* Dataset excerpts
○ ○ ○ ○ ○

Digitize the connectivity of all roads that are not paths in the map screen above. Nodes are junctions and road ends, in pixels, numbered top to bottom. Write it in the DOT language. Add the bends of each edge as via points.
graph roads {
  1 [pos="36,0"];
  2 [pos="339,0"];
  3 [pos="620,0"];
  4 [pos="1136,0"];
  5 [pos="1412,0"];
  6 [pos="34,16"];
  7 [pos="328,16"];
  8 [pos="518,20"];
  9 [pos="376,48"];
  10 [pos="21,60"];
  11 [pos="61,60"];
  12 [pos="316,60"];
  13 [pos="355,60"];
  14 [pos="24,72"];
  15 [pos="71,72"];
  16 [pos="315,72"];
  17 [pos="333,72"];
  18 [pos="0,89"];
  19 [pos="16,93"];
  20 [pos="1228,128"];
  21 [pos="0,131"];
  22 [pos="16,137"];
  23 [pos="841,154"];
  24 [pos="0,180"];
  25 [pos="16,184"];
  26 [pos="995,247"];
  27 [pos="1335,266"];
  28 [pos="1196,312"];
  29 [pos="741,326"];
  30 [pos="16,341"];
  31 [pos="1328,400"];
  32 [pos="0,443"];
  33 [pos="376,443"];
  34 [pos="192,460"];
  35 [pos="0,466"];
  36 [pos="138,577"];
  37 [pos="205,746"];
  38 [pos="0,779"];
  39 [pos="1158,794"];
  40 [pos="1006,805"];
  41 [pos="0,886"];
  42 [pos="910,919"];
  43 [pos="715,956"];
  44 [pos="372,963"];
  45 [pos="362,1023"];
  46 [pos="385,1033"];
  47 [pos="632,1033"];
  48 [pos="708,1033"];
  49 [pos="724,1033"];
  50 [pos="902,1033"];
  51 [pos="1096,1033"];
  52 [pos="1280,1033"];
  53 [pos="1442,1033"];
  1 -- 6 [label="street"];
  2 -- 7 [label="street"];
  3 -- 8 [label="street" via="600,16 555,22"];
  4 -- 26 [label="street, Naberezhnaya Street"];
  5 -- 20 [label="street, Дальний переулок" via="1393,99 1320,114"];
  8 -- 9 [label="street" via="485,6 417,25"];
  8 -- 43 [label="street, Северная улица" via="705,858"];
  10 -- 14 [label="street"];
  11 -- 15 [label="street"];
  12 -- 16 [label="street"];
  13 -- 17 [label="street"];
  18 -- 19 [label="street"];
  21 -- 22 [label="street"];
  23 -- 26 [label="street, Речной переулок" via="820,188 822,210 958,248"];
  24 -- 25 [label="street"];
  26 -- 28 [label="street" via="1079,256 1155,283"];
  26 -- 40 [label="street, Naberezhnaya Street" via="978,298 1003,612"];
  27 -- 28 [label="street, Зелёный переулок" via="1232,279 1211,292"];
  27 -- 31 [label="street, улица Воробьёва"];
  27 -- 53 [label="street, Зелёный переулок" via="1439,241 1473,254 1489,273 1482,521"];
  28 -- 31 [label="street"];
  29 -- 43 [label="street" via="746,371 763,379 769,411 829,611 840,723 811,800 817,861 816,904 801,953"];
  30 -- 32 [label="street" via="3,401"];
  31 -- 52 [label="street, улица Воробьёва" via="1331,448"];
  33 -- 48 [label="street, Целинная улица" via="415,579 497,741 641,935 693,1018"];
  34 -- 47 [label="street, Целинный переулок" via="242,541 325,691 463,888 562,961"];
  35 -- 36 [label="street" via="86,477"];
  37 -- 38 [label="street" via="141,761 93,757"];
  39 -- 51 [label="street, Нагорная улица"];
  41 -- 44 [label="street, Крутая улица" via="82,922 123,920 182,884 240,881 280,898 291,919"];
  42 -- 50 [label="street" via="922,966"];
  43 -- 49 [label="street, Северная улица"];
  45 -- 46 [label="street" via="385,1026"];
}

○ ○ ○ ○ ○

* Problem
Reproduce the records exactly, keeping every line.

* Response area
Digitize the connectivity of all roads that are not paths in the map screen above. Nodes are junctions and road ends, in pixels, numbered top to bottom. Write it in the DOT language. Add the bends of each edge as via points.
graph roads {
  1 [pos="36,0"];
  2 [pos="339,0"];
  3 [pos="620,0"];
  4 [pos="1136,0"];
  5 [pos="1412,0"];
  6 [pos="34,16"];
  7 [pos="328,16"];
  8 [pos="518,20"];
  9 [pos="376,48"];
  10 [pos="21,60"];
  11 [pos="61,60"];
  12 [pos="316,60"];
  13 [pos="355,60"];
  14 [pos="24,72"];
  15 [pos="71,72"];
  16 [pos="315,72"];
  17 [pos="333,72"];
  18 [pos="0,89"];
  19 [pos="16,93"];
  20 [pos="1228,128"];
  21 [pos="0,131"];
  22 [pos="16,137"];
  23 [pos="841,154"];
  24 [pos="0,180"];
  25 [pos="16,184"];
  26 [pos="995,247"];
  27 [pos="1335,266"];
  28 [pos="1196,312"];
  29 [pos="741,326"];
  30 [pos="16,341"];
  31 [pos="1328,400"];
  32 [pos="0,443"];
  33 [pos="376,443"];
  34 [pos="192,460"];
  35 [pos="0,466"];
  36 [pos="138,577"];
  37 [pos="205,746"];
  38 [pos="0,779"];
  39 [pos="1158,794"];
  40 [pos="1006,805"];
  41 [pos="0,886"];
  42 [pos="910,919"];
  43 [pos="715,956"];
  44 [pos="372,963"];
  45 [pos="362,1023"];
  46 [pos="385,1033"];
  47 [pos="632,1033"];
  48 [pos="708,1033"];
  49 [pos="724,1033"];
  50 [pos="902,1033"];
  51 [pos="1096,1033"];
  52 [pos="1280,1033"];
  53 [pos="1442,1033"];
  1 -- 6 [label="street"];
  2 -- 7 [label="street"];
  3 -- 8 [label="street" via="600,16 555,22"];
  4 -- 26 [label="street, Naberezhnaya Street"];
  5 -- 20 [label="street, Дальний переулок" via="1393,99 1320,114"];
  8 -- 9 [label="street" via="485,6 417,25"];
  8 -- 43 [label="street, Северная улица" via="705,858"];
  10 -- 14 [label="street"];
  11 -- 15 [label="street"];
  12 -- 16 [label="street"];
  13 -- 17 [label="street"];
  18 -- 19 [label="street"];
  21 -- 22 [label="street"];
  23 -- 26 [label="street, Речной переулок" via="820,188 822,210 958,248"];
  24 -- 25 [label="street"];
  26 -- 28 [label="street" via="1079,256 1155,283"];
  26 -- 40 [label="street, Naberezhnaya Street" via="978,298 1003,612"];
  27 -- 28 [label="street, Зелёный переулок" via="1232,279 1211,292"];
  27 -- 31 [label="street, улица Воробьёва"];
  27 -- 53 [label="street, Зелёный переулок" via="1439,241 1473,254 1489,273 1482,521"];
  28 -- 31 [label="street"];
  29 -- 43 [label="street" via="746,371 763,379 769,411 829,611 840,723 811,800 817,861 816,904 801,953"];
  30 -- 32 [label="street" via="3,401"];
  31 -- 52 [label="street, улица Воробьёва" via="1331,448"];
  33 -- 48 [label="street, Целинная улица" via="415,579 497,741 641,935 693,1018"];
  34 -- 47 [label="street, Целинный переулок" via="242,541 325,691 463,888 562,961"];
  35 -- 36 [label="street" via="86,477"];
  37 -- 38 [label="street" via="141,761 93,757"];
  39 -- 51 [label="street, Нагорная улица"];
  41 -- 44 [label="street, Крутая улица" via="82,922 123,920 182,884 240,881 280,898 291,919"];
  42 -- 50 [label="street" via="922,966"];
  43 -- 49 [label="street, Северная улица"];
  45 -- 46 [label="street" via="385,1026"];
}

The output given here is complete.